TASK MATERIAL START

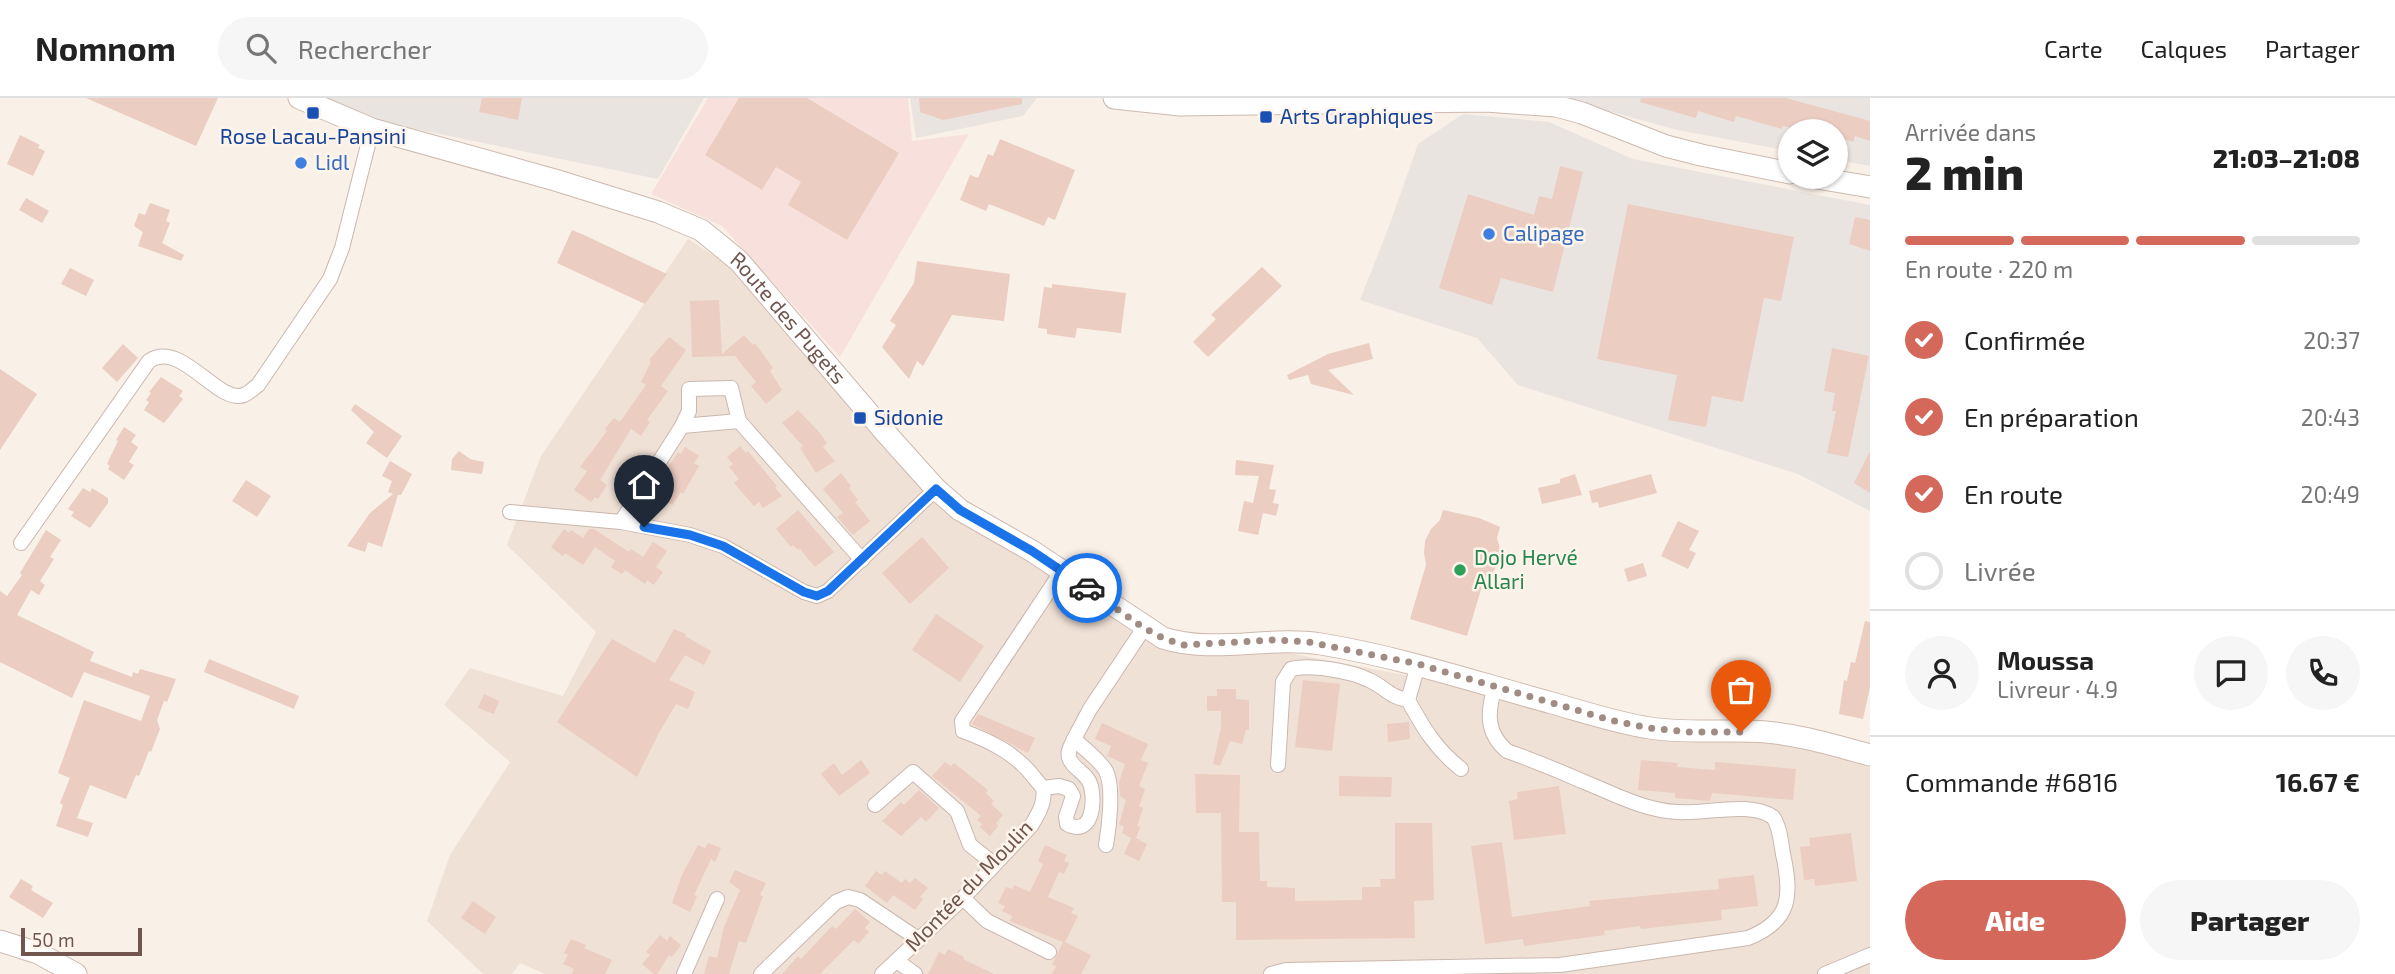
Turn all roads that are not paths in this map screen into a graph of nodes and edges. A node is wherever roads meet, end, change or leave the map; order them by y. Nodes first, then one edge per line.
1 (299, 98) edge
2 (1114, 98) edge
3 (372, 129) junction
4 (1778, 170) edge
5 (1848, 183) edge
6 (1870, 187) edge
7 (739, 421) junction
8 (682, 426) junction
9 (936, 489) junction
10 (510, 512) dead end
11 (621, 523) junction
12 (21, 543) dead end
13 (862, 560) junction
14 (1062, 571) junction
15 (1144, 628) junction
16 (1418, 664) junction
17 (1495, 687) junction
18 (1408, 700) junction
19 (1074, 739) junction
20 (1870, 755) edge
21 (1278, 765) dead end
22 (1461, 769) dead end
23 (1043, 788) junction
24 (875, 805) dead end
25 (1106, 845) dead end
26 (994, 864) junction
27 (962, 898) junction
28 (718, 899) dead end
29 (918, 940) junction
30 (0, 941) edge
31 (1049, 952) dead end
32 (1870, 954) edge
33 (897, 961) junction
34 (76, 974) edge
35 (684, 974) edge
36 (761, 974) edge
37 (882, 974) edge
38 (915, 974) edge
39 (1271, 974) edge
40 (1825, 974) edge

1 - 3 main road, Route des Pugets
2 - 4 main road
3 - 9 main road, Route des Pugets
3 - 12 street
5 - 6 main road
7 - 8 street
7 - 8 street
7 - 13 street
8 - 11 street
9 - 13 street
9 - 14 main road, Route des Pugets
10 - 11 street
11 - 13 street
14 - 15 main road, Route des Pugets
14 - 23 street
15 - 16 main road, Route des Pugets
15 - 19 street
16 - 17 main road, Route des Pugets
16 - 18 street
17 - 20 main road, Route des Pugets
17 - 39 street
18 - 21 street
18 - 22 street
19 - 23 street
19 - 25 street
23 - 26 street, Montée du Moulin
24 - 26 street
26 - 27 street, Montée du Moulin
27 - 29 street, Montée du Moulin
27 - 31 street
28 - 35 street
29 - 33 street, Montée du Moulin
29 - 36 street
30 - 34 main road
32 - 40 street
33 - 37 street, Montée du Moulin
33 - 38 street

TASK MATERIAL END
TASK MATERIAL START

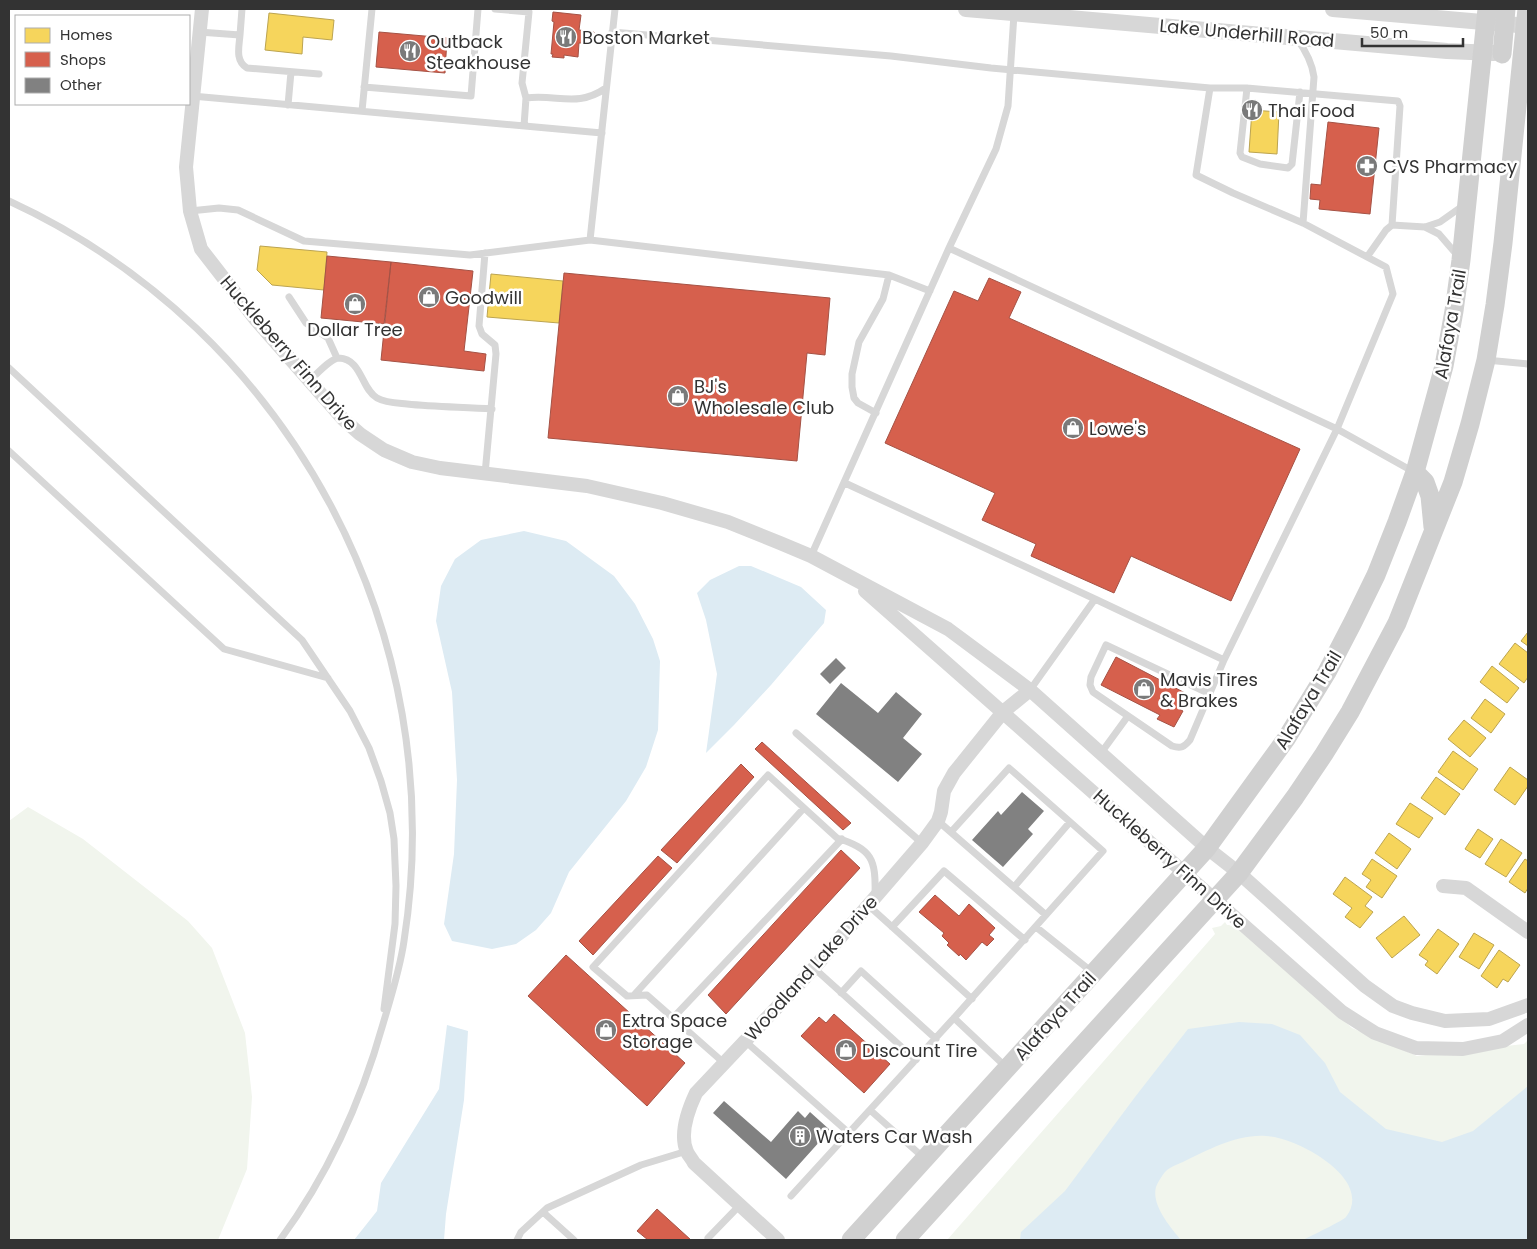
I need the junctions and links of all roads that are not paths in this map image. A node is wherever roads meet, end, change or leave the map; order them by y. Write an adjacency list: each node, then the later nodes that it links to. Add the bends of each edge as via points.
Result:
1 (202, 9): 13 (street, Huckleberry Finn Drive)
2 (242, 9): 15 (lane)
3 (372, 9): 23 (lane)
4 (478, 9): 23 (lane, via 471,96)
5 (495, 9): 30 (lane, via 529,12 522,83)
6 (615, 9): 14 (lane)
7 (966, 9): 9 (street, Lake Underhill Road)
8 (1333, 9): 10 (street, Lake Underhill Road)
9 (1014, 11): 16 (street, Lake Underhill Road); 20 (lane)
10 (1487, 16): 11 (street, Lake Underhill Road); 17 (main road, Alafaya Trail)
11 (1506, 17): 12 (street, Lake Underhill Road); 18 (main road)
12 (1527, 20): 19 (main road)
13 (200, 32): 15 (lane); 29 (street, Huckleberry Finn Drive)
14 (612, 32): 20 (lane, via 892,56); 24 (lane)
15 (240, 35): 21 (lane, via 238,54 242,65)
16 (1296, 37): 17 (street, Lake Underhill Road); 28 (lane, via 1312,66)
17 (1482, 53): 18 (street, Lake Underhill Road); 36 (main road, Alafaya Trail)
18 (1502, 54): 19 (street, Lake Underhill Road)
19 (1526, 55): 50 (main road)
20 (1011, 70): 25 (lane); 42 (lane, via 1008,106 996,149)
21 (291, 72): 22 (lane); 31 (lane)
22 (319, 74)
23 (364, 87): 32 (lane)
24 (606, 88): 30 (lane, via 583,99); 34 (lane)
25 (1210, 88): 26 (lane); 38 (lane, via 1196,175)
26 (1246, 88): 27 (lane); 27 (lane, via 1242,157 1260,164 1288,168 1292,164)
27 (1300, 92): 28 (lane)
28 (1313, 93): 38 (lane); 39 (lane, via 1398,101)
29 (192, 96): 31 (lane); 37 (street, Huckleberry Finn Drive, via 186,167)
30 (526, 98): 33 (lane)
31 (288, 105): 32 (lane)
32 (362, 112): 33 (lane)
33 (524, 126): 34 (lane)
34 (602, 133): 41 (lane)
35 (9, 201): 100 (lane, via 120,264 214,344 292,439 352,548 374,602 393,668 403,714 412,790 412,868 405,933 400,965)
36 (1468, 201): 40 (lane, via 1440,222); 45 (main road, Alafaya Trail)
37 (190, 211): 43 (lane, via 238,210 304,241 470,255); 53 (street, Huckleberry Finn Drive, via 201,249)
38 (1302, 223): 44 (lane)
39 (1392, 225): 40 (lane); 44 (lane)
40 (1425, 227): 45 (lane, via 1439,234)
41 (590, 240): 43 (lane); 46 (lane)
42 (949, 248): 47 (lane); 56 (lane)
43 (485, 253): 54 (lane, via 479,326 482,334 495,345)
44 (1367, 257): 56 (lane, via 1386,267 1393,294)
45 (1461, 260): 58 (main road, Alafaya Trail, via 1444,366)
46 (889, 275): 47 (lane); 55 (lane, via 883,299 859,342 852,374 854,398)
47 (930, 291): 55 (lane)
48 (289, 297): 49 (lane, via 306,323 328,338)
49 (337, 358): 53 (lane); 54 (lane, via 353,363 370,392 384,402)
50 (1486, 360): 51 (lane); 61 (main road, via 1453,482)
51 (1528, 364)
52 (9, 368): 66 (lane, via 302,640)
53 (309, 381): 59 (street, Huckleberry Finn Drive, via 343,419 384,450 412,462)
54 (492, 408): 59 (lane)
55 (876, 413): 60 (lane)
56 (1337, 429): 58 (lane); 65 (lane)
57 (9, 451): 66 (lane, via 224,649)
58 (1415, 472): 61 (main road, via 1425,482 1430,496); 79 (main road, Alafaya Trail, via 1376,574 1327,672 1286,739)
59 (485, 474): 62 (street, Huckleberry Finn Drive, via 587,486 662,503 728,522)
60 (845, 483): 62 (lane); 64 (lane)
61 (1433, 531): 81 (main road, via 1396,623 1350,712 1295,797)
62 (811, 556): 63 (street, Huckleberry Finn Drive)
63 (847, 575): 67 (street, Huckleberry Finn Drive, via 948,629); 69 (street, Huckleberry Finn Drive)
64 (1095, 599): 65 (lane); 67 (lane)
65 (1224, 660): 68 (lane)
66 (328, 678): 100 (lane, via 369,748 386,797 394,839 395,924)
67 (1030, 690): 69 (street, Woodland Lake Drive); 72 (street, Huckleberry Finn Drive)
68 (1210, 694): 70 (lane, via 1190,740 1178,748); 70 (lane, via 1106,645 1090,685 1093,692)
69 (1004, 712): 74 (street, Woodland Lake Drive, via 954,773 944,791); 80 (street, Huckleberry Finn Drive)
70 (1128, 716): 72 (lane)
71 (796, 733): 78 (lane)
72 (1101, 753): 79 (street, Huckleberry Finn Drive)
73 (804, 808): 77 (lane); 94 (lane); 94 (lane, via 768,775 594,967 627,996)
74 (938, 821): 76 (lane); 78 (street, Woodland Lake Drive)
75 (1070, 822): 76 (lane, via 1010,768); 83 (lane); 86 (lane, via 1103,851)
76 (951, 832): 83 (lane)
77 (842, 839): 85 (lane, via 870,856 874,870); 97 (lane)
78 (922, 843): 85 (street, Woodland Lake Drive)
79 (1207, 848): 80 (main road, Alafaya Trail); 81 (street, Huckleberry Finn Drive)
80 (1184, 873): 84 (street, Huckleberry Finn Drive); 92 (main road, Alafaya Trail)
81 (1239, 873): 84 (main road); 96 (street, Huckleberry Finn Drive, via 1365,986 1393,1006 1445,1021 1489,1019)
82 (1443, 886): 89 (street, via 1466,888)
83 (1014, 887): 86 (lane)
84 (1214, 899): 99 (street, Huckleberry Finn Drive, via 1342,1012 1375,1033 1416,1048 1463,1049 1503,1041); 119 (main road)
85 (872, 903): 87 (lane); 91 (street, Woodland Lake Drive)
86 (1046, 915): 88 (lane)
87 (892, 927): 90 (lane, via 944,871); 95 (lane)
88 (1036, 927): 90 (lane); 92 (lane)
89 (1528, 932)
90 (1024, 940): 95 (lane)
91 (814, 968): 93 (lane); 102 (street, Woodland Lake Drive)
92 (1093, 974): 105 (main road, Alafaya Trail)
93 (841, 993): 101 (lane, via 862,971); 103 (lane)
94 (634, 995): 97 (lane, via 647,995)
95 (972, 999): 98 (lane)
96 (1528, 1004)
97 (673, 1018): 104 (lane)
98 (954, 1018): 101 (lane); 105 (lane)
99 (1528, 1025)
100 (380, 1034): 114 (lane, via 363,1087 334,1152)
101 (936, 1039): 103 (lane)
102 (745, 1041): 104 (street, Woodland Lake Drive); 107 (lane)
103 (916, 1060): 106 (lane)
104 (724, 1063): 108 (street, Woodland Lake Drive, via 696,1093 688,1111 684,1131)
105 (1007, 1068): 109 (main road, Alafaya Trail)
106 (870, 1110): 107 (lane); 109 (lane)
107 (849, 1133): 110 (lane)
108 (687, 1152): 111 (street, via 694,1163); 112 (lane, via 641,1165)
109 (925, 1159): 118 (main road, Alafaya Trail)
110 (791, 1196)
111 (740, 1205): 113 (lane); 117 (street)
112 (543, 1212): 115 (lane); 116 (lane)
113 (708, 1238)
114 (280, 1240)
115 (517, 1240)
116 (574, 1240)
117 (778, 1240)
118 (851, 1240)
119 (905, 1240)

TASK MATERIAL END

_THE PROBLEM_. If a line in the records above holds the string "paths", copy it.

_ANSWER SPACE_.
Turn all roads that are not paths in this map screen into a graph of nodes and edges. A node is wherever roads meet, end, change or leave the map; order them by y. Nodes first, then one edge per line.
I need the junctions and links of all roads that are not paths in this map image. A node is wherever roads meet, end, change or leave the map; order them by y. Write an adjacency list: each node, then the later nodes that it links to. Add the bends of each edge as via points.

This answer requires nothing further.